Creek Repairs

A report from the field.

By Kevin Van Tighem

This past September I signed up for a volunteer work bee with Trout Unlimited Canada (TUC) and spent a day with about a dozen people I had never met before, including an oil engineer, a banker, a couple of retired guys and some young biologists. They were good folks—the kind who give back rather than simply keep taking.

Our worksite was seven kilometres up Hidden Creek from its confluence with the Oldman River. We started with a bracing ford of a very cold river, emerging onto an abandoned logging road on the opposite bank. Back in dry footwear, we followed the road up into a huge clear-cut.

The Oldman watershed was once one of the most beautiful places in Alberta, and it’s still spectacular. It’s all public land. But it was immediately obvious, as we tramped our way through the stump-filled barrens left behind by a logging company, that we haven’t treated it well. The clear-cuts at the mouth of Hidden Creek are immense.

And it isn’t just loggers who use the Oldman hard. Cattle mismanagement on the public land grazing allotments was all too evident. Good range managers leave at least 40 per cent of the grass standing at the end of each grazing season to keep vegetation healthy, protect the soil and provide winter forage for wildlife. But the upper Oldman’s meadows looked like putting greens. They had been grazed almost to the roots.

The road curved up into a forested valley and started to hug the edge of the creek just downhill from more recent clear-cuts. Deeply gullied creeks drained out of those 2012 cutblocks where heavy rains had spilled off of the barren ground instead of soaking into forest soils like they formerly would have done. A fisheries biologist friend tells me that farther upstream, where loggers haven’t yet stripped the trees away, similar creeks still have intact channels.

Good range managers leave at least 40 per cent of the grass standing at the end of each grazing season. But the upper Oldman’s meadows look like putting greens.

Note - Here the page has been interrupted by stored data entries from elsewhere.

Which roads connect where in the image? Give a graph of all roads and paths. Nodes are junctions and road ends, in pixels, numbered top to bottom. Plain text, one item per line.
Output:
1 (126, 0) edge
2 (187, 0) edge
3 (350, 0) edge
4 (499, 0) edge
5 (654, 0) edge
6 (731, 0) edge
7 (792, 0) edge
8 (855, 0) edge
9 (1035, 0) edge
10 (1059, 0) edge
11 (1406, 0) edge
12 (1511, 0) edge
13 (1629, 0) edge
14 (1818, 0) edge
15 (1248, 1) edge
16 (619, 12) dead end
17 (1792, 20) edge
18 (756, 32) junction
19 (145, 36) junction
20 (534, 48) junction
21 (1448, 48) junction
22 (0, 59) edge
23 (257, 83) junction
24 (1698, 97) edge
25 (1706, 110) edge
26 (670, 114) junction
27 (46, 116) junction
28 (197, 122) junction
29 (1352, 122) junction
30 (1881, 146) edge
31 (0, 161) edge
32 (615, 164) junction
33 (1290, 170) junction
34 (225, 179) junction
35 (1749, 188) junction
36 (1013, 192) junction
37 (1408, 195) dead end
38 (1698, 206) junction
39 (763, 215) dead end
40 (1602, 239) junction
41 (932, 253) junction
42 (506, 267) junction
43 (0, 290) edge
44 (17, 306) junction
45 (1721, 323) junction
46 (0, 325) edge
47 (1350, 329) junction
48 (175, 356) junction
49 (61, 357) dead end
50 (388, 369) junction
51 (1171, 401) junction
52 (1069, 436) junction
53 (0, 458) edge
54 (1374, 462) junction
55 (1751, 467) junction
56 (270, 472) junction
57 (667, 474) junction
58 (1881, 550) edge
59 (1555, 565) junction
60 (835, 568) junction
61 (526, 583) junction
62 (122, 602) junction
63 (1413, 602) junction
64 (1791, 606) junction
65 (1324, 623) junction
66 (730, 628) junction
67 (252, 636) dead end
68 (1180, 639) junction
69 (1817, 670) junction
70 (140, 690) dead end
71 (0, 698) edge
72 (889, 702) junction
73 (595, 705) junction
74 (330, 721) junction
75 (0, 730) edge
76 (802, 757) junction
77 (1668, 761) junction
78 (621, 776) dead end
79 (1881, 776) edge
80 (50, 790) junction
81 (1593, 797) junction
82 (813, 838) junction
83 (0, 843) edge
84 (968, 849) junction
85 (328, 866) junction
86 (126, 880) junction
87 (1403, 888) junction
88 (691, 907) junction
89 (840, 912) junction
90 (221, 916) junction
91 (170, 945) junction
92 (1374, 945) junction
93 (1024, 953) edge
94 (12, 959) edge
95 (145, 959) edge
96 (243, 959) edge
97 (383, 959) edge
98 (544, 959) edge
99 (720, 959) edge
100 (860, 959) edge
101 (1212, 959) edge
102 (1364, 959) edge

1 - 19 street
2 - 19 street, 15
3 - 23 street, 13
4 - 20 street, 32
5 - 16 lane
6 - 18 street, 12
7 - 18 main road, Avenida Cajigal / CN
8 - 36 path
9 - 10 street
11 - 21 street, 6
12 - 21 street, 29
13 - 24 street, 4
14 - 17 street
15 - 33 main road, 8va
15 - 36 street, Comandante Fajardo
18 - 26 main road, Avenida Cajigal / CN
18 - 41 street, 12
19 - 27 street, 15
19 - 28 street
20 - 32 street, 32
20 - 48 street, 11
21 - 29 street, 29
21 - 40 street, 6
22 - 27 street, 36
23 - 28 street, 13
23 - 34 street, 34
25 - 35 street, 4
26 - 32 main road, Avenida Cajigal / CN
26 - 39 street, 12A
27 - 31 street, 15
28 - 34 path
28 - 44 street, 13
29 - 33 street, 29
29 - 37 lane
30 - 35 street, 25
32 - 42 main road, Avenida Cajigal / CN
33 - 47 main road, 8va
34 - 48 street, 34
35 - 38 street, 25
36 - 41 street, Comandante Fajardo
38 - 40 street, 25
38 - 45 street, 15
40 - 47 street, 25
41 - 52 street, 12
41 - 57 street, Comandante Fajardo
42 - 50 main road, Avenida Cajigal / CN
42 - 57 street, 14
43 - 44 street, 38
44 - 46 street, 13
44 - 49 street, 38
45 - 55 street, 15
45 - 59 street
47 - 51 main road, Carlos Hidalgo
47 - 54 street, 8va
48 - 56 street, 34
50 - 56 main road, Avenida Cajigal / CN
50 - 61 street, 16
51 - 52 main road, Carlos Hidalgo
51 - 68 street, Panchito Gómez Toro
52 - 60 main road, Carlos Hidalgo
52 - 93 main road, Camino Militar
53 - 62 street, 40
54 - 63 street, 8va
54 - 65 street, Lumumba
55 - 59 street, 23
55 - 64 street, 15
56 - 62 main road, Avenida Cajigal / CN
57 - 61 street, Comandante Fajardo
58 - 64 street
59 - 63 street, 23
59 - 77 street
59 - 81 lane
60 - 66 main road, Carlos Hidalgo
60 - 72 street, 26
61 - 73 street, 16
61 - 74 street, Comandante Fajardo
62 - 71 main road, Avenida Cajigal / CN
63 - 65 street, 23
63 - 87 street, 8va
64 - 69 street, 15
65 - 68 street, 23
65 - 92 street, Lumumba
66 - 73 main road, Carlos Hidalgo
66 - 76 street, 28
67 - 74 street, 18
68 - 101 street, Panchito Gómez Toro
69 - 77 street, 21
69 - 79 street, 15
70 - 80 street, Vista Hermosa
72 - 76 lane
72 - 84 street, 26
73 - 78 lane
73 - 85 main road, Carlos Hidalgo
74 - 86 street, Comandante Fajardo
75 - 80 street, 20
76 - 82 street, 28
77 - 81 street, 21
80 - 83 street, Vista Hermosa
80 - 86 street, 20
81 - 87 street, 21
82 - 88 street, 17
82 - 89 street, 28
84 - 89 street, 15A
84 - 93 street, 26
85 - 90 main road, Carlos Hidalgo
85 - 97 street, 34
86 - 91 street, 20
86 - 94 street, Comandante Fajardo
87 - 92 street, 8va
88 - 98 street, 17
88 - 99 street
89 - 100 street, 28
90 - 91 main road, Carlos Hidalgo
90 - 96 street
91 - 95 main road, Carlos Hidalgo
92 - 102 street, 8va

Recent rains had soaked the road and left it full of silty ponds that were gradually releasing mud into the otherwise pristine Hidden Creek. Why, I asked one of the TUC biologists, was this road still here? The loggers were finished, after all. Couldn’t they have reclaimed it? He explained that although the area’s land use plan calls for an end to motorized use in the valley, the owners of those cattle wanted the road left in place so it would be easier to tend their cows and fences. That seemed a bit strange to me—the ranchers pay a pittance for their grazing permits. They have no property rights that would trump approved conservation plans for our public land.

Halfway in, the biologists pointed out where the stream gravel had been scoured out of a hollow about the size of a suitcase and piled up in a mound just downstream. It was a bull trout redd, or spawning nest. Until recently about 80 per cent of the surviving bull trout in the Oldman drainage spawned in Hidden Creek. A threatened species, the bull trout is also Alberta’s official provincial fish.

Bull trout only spawn where cold groundwater wells up into clean gravel. That groundwater keeps their eggs from freezing in the winter and supplies eggs and fry with oxygen. Most of the Oldman headwaters have been logged so extensively and grazed so hard that their former spawning beds are choked with silt and their groundwater flows disrupted. Hidden Creek was the last truly healthy trout stream surviving.

But flood waters draining from recent clear-cuts and surrounding landscape have collapsed Hidden Creek’s banks in several places. Mud now continually erodes into the spawning gravels. Research shows that the number of bull trout redds has dropped by 70 per cent since the 2013 spring flood. An estimated five females spawned this year.

Our work site, when we arrived, was part of the problem. Off-highway vehicle use had kept the logging road bare and muddy. That road should have been reclaimed when the logging was finished, but the grazing permit holder wanted it kept open. When the 2013 flood found a compacted road with no live vegetation to hold the soil together, it scoured part of it away. My (and your) tax money was then used to reroute the road so that cattle interests could continue using motorized vehicles in an area closed to motorized vehicles. The resulting mess was left for us volunteers to fix.

It was encouraging to see that other volunteers had already repaired half the site and their work had held up. We spent our day pounding live willow stakes into the mud and using willow and poplar stems to create small retaining walls on the rest of the site. It was hard work but it felt good to help restore a wounded creek. We got it done.

Still, it seemed strange that our group included not one logger, off-roader or grazing permit holder.

Kevin Van Tighem’s latest book, Our Place: Changing the Nature of Alberta, was released in spring 2017 by RMB.